Hayat mevsimlere göre değişir ve Japonlar, hayatın önemli bir parçası olarak bulduğu sanatsal zevki, doğanın telkinlerine ve ilhamlarına cevap verme yeteneğinden alır. Japon takımadalarında kara ve atmosferin en çarpıcı özelliği, merhametli dostluğudur. Parlak güneş ışığında parıldayan mavi deniz, fısıltılı çam ağaçlarının taçlandırdığı resmedilmeye değer burunlarla kesişir. Yüksek dağlar vardır ama bunların çoğu hafif eğimlidir ve en yüksek zirve olan Fuji Dağı bile engebeli değildir; hatta bir şairin ifade ettiği üzere ilkbaharda “gökten sarkan beyaz bir yelpaze” gibi görünür. İklim hemen hemen her yerde ılımandır ve güney kıyısı boyunca neredeyse sürekli bir bahar yaşanır.
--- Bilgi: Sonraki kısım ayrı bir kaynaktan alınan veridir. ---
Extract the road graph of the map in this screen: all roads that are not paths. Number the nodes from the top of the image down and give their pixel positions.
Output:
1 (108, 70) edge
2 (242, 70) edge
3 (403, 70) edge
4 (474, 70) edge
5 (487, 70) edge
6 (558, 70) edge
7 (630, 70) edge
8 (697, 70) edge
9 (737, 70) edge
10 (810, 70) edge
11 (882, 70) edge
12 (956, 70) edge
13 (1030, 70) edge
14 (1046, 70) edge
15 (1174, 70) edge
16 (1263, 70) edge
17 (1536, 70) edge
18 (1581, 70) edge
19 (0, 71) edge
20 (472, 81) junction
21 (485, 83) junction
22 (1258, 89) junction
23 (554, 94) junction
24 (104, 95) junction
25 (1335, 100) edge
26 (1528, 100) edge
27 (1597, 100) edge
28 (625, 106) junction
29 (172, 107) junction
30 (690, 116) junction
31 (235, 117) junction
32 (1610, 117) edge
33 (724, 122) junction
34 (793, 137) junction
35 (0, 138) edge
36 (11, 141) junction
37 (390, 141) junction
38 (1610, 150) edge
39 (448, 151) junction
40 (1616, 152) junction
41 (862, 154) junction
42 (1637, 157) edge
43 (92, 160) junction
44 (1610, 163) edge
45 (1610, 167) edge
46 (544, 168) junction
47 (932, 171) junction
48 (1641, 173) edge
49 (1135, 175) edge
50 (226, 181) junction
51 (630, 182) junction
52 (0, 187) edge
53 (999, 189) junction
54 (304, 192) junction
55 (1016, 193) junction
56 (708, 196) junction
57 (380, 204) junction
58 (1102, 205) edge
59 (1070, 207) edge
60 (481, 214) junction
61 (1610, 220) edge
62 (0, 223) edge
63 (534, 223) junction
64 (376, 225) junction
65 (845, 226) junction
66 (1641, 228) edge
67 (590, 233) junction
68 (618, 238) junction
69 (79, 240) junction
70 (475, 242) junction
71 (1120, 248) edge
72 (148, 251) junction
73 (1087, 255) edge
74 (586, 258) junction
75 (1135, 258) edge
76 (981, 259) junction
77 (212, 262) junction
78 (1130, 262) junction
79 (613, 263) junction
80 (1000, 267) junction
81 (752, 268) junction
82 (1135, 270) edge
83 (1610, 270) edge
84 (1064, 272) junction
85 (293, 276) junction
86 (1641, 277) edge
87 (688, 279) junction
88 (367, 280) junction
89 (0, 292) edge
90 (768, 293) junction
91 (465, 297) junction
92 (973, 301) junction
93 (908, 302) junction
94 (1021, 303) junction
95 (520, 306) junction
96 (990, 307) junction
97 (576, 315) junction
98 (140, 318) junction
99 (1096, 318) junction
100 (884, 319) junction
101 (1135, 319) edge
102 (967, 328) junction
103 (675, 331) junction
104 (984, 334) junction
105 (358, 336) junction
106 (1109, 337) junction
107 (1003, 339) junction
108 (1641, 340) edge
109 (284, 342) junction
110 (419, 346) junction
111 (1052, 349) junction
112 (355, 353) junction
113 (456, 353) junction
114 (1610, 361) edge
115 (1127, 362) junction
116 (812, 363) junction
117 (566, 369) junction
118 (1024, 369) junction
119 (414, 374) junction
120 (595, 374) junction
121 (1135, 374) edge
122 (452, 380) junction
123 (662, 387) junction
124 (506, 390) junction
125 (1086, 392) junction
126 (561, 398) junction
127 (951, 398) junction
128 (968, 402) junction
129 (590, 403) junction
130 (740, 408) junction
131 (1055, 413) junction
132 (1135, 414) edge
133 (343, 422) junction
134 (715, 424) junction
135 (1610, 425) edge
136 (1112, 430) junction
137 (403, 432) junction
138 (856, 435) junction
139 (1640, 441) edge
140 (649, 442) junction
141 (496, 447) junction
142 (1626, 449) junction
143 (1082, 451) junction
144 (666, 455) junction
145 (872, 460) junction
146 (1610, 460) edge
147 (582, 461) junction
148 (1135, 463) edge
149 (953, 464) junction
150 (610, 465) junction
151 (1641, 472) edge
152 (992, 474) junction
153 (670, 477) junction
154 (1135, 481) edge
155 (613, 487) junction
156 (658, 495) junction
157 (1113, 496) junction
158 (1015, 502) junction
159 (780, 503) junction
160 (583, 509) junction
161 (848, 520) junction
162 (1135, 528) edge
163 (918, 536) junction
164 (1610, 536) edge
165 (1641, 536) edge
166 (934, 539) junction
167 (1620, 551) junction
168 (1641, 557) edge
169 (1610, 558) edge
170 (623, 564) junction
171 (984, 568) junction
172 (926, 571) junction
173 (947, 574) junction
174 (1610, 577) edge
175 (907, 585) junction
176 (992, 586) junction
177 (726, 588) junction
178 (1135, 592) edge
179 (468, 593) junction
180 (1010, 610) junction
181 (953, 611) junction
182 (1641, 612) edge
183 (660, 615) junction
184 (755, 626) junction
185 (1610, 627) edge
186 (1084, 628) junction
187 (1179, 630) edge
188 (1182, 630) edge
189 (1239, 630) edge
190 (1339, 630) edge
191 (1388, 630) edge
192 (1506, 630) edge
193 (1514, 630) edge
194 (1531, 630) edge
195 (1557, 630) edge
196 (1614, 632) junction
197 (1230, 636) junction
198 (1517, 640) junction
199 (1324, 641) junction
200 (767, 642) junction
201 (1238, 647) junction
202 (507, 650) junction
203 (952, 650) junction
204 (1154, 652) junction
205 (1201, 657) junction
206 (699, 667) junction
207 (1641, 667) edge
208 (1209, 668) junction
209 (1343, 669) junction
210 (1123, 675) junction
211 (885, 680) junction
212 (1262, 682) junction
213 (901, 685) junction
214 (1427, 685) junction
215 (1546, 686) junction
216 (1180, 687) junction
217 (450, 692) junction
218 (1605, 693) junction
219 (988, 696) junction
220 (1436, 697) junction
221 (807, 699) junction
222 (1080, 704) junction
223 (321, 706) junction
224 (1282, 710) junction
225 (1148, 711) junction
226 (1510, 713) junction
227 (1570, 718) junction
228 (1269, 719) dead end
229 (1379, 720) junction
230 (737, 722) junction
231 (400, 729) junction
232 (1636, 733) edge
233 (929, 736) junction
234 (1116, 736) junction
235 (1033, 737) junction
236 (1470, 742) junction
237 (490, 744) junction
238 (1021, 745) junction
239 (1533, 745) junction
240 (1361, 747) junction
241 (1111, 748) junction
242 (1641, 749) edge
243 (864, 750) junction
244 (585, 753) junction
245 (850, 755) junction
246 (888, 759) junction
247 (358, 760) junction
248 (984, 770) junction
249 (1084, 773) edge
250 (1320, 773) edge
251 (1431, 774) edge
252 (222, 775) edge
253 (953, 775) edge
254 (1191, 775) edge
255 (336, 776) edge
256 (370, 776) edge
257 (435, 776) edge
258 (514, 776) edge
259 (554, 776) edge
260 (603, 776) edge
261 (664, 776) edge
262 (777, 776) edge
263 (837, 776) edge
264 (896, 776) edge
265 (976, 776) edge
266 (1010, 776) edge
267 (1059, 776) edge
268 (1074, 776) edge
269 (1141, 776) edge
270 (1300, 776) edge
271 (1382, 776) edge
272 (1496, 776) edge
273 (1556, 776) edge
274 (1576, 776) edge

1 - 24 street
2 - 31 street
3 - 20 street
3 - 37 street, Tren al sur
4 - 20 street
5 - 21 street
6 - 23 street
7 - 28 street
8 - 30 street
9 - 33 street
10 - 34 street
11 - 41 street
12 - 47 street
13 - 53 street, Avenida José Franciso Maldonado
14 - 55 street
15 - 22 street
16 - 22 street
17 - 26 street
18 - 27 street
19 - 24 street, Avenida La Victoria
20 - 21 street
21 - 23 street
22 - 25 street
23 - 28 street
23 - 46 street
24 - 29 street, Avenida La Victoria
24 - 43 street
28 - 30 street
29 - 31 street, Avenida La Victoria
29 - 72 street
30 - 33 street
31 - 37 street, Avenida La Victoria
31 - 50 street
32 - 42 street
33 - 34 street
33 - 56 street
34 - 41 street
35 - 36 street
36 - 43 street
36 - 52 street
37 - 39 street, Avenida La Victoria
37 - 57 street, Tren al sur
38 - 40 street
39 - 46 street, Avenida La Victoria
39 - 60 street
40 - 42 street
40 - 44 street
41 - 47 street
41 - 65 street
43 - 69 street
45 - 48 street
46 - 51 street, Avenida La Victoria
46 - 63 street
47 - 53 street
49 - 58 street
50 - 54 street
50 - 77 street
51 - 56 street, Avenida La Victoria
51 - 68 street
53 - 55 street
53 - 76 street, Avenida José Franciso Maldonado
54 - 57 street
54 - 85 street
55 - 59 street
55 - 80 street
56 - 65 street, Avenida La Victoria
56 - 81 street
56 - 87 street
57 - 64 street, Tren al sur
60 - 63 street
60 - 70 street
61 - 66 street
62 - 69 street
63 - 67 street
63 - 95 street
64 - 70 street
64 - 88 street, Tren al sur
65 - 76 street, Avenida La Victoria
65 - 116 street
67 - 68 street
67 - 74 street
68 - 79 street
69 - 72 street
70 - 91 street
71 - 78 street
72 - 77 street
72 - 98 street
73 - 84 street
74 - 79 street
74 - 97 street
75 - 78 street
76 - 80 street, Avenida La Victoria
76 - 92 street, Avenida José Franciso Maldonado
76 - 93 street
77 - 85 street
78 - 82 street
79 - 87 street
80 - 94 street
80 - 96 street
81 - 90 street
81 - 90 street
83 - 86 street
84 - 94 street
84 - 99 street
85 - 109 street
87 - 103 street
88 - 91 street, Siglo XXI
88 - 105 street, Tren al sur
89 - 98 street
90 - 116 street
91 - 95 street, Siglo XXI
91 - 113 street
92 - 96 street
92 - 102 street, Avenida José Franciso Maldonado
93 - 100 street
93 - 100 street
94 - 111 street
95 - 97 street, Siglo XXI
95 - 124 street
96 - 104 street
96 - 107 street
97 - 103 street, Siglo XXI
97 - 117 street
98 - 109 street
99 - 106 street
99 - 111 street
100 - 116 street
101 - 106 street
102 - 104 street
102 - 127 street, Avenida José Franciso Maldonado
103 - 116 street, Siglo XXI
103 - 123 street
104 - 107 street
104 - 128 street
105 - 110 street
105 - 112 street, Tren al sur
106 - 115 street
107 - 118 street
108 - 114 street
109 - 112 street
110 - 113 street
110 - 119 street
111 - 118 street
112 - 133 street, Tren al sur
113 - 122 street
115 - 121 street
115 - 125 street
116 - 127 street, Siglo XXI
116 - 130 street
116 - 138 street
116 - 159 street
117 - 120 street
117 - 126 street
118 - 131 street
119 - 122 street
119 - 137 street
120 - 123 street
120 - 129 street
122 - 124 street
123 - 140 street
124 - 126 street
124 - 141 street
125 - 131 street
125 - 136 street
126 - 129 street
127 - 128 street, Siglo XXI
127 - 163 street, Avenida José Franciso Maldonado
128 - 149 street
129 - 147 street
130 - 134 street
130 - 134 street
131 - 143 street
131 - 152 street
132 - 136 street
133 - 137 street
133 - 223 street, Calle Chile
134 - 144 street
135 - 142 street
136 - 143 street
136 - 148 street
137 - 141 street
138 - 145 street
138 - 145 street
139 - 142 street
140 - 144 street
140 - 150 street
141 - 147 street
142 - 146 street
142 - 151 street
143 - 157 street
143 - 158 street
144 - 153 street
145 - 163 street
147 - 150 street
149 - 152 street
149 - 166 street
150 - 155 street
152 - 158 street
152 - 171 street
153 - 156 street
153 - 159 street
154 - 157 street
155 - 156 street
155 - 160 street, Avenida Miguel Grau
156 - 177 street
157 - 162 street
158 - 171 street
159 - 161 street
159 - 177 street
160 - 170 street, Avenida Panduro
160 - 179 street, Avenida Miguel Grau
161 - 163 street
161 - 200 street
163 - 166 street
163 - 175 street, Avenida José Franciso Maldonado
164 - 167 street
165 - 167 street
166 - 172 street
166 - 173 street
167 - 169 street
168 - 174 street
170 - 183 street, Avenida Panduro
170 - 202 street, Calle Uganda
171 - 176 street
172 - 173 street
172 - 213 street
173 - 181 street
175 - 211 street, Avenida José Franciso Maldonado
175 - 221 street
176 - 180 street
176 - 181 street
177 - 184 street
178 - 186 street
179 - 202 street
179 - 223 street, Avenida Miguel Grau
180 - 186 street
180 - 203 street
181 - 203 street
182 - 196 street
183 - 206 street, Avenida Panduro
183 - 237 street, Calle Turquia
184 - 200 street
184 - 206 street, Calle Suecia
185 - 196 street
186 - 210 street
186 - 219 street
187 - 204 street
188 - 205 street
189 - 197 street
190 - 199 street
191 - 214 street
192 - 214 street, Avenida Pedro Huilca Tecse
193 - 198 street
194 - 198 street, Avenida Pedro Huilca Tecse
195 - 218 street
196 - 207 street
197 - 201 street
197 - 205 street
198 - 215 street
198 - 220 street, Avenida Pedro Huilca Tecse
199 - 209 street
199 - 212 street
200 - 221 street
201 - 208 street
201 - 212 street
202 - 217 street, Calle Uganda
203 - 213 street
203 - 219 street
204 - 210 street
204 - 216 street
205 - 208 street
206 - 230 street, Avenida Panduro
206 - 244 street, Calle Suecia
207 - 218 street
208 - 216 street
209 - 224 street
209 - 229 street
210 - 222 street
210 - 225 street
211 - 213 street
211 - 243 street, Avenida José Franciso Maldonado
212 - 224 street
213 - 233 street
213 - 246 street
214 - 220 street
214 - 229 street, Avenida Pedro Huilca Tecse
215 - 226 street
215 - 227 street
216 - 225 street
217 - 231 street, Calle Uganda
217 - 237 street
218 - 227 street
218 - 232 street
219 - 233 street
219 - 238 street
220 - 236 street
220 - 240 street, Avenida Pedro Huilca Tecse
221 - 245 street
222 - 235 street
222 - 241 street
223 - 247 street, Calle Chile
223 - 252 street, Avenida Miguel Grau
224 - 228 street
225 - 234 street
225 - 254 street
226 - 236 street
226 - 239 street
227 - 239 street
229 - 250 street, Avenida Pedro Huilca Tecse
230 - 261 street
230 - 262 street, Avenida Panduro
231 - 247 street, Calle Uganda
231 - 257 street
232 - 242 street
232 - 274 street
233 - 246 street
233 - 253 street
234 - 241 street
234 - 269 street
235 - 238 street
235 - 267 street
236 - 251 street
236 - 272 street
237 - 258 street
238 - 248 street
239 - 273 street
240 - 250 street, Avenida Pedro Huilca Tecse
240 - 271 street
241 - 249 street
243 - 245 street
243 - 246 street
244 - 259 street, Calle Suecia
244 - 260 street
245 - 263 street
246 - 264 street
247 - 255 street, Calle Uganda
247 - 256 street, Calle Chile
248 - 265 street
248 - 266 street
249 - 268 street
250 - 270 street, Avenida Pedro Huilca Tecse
Bolca çiçek açar ve Fuji’nin eteği kiraz ağaçlarına o kadar gömülüdür ki dağın koruyucu ruhu, mitolojik bir şekilde, “ağaçlara çiçek açtıran hanım” olarak adlandırılır. Japon akçaağaçları da Amerikan akçaağaçları gibi sonbaharda kızarır, ancak yapraklar son derece hassastır. Sonbaharın ruhu brokar dokumacı kadın olarak kişileştirilir. Karada bazen depremler, kasırgalar ve volkanik patlamalar meydana gelse de insanlar bu koşullara uyum sağlamıştır ve doğa ile dostane bir ilişki içinde yaşarlar. Mevsimlerin güzelliğinin, buluta benzer kiraz çiçeklerinin, akçaağaç yapraklarının kıpkırmızı parlaklığının, ilkbahar sisinin ve sonbahar yağmurlarının, gülümseyen denizin ve yarı saydam ay ışığının tadını çıkarırlar:
Kış bitip bahar başladığında
Sessiz kuşlar şakımaya başlar,
Çiçeksiz kalan ağaçlar çiçek açıp her yeri kaplar;
Ancak sonbahar mevsiminde
Kırmızı yaprakları koparıyorum ve onları seviyorum,
Ve yeşil yapraklar çokça gözyaşı ile kalsın,
Hepsi, o hoş tepenin üzerinde…
Yedinci yüzyıldan kadın bir şair, saf bir sadelikle böyle yazmıştır ve o zamandan beri doğa sevgisi insanların en değerli mirası olmuştur.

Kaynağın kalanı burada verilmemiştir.